(Saved data entries)
=== Section Start ===

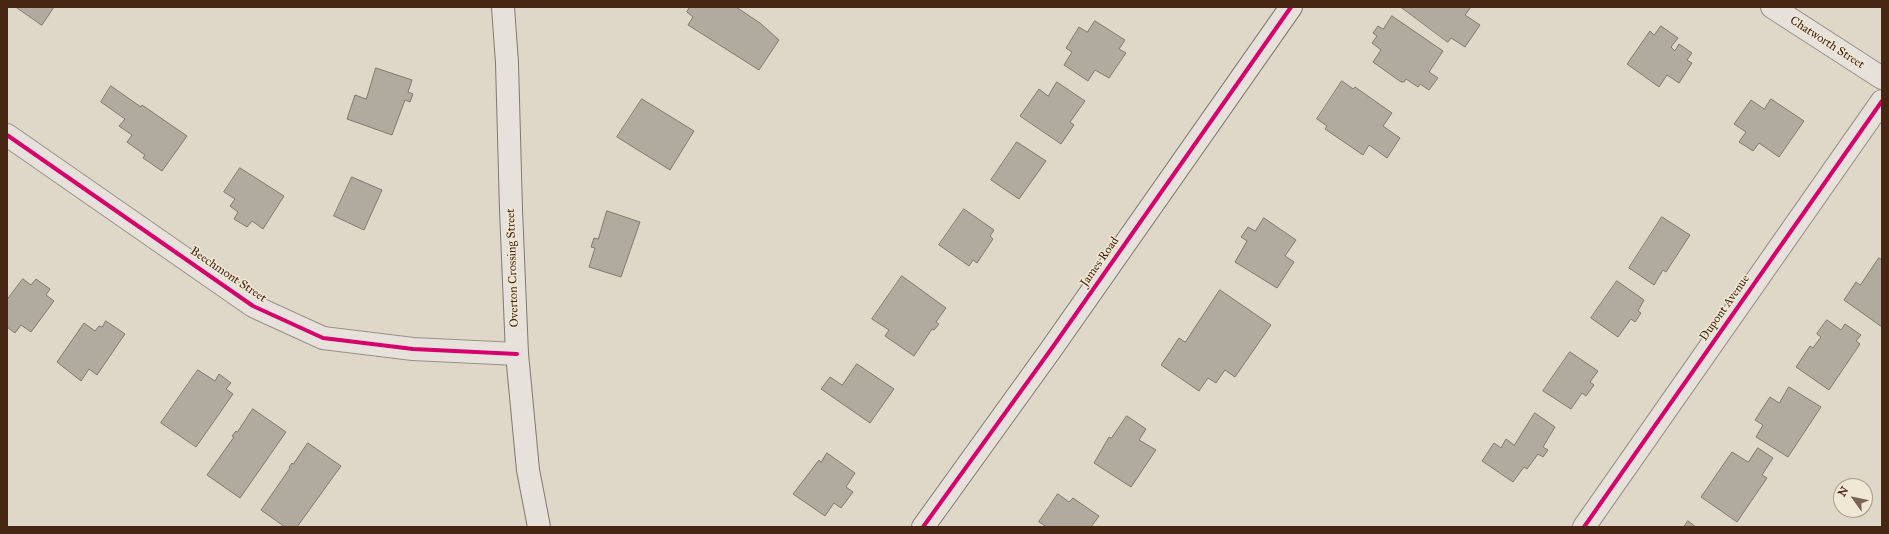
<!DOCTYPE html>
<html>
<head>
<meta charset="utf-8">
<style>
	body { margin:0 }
	#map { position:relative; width:1889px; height:534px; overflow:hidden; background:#dfd8c8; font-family:"IM FELL Great Primer",serif }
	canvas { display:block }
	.frame { position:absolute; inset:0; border:8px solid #462613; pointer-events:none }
	.north { position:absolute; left:1833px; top:478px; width:40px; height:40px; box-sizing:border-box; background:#f0e8d5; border:1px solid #ac9a87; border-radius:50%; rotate:303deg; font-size:11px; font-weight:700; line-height:16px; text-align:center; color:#462613 }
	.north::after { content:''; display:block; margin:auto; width:14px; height:18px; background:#7c6452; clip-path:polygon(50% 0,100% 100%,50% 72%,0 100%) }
</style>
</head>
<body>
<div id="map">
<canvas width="1889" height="534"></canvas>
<div class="frame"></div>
<div class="north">N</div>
</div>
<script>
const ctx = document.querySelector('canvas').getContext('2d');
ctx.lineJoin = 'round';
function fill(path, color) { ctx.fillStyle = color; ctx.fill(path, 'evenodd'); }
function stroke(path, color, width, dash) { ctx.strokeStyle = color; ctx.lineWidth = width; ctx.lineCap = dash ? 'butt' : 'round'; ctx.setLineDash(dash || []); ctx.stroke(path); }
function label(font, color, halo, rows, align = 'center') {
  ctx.font = font + ' "IM FELL Great Primer",serif'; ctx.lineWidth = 3; ctx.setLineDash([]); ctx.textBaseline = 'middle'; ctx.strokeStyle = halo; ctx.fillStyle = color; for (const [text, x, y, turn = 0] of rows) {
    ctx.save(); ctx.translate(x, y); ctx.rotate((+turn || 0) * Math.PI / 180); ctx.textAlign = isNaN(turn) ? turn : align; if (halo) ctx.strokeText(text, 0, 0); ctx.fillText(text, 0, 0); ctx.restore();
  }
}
const building = new Path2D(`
	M16 7H54L42 25Z
	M690 7H736L760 23 779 40 759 70 688 25 693 17 687 12Z
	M1401 7H1471L1465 15 1480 25 1465 47 1451 38 1448 42Z
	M1392 16 1443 51 1429 72 1438 78 1429 90 1420 84 1418 87 1406 79 1404 82H1401L1373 62 1381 50 1372 43 1377 36 1373 33 1378 26 1383 29Z
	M1095 21 1125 40 1119 49 1126 53 1109 78 1095 70 1088 81 1064 65 1072 52 1066 48 1079 27 1087 32Z
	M1661 26 1678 38 1671 47 1675 51 1679 44 1692 53 1687 60 1692 63 1679 83 1667 75 1659 87 1627 64 1650 31 1654 35Z
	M376 68 412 80 408 92 413 94 410 102 405 100 392 135 347 119 355 95 366 99Z
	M1342 81 1353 89 1355 87 1392 113 1383 126 1400 138 1387 158 1369 145 1363 155 1325 129 1327 126 1317 119Z
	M1057 82 1085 101 1070 122 1074 125 1061 144 1020 116 1039 89 1048 96Z
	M111 86 141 107 142 105 187 136 162 171 143 158 145 155 127 142 132 135 119 126 125 119 101 102Z
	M642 99 694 131 670 170 617 137Z
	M1771 99 1804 121 1779 157 1759 143 1753 151 1739 142 1746 132 1734 124 1751 100 1764 109Z
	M1017 142 1046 161 1019 199 991 180Z
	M240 168 284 196 263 229 252 221 247 227 234 219 238 212 230 206 235 199 224 192Z
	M352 177 382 190 364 230 334 216Z
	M964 209 994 230 990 236 993 239 977 263 973 260 969 266 939 245Z
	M607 211 640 222 621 277 589 267 595 248 591 247 594 238 598 239Z
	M1662 217 1690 235 1666 272 1663 270 1654 285 1629 268Z
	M1264 218 1296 240 1285 256 1294 262 1277 288 1235 262 1247 241 1241 237 1248 227 1255 231Z
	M1879 258 1882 260V327L1844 300 1856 282 1860 285Z
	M902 276 946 308 936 322 939 324 934 330 932 329 914 356 885 336 889 330 872 319Z
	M23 279 31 285 36 279 50 289 46 295 54 301 31 332 21 325 15 333 7 327V300Z
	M1617 281 1644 300 1638 311 1641 313 1635 322 1631 319 1618 337 1591 318Z
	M1220 290 1271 325 1235 377 1225 370 1216 383 1208 378 1199 391 1161 365 1179 338 1185 342Z
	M1827 320 1841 330 1845 324 1861 335 1856 341 1860 344 1829 390 1796 367 1810 346 1813 348 1821 337 1817 334Z
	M106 321 125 334 97 375 89 369 81 381 57 362 84 323 95 331 99 326 102 327Z
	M1570 352 1598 371 1590 382 1594 385 1586 396 1582 393 1571 409 1543 391Z
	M857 364 894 389 870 423 821 389 830 377 842 385Z
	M198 370 215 381 219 374 231 383 226 389 233 394 196 447 161 423Z
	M1789 387 1821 407 1788 457 1756 437 1763 425 1755 420 1770 397 1779 403Z
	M253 409 286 432 240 498 207 475 234 437 232 436 236 431 237 432Z
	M1535 413 1555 427 1543 447 1548 450 1543 457 1538 454 1527 469 1524 467 1513 482 1482 461 1494 443 1501 448 1506 439 1514 445Z
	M1127 416 1146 429 1139 440 1156 450 1131 487 1094 463 1109 437 1111 438Z
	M308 443 341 466 297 527H285L261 510 290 468 289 467 292 463 293 464Z
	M1758 448 1773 458 1762 475 1767 478 1737 522 1701 497 1732 452 1748 462Z
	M827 453 855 473 846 487 853 492 841 508 834 503 825 516 793 494 819 460 821 462Z
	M1058 494 1069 502 1073 498 1099 516 1091 527H1047L1039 522Z
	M1688 521 1696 527H1684Z`);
fill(building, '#b1aa9e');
stroke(building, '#82786e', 1);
const street = new Path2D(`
	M1772 7 1882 78
	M7 135 253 306 323 338 413 349 517 354
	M1584 527 1882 101`);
const secondary = new Path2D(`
	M503 7 507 63 511 210 517 354 528 470 539 527
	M923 527 1052 348 1291 7`);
stroke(street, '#989085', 24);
stroke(secondary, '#82786e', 24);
stroke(street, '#e6e2db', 22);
stroke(secondary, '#e6e2db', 22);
stroke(new Path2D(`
	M7 135 253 306 323 338 413 349 517 354
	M923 527 1052 348 1291 7
	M1584 527 1882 101`), '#d6006c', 4);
label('12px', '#462613', '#f0e8d5', [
	["Chatworth Street",1827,43,33],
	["James Road",1100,262,-55],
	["Overton Crossing Street",513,268,-92],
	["Beechmont Street",228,275,34],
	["Dupont Avenue",1725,308,-55]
]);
</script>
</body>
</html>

=== Section End ===

> _Exercise prompt_:
Filter the records for the word "setLineDash" and show every line that has it.

> _Answer to this exercise_:
function stroke(path, color, width, dash) { ctx.strokeStyle = color; ctx.lineWidth = width; ctx.lineCap = dash ? 'butt' : 'round'; ctx.setLineDash(dash || []); ctx.stroke(path); }
  ctx.font = font + ' "IM FELL Great Primer",serif'; ctx.lineWidth = 3; ctx.setLineDash([]); ctx.textBaseline = 'middle'; ctx.strokeStyle = halo; ctx.fillStyle = color; for (const [text, x, y, turn = 0] of rows) {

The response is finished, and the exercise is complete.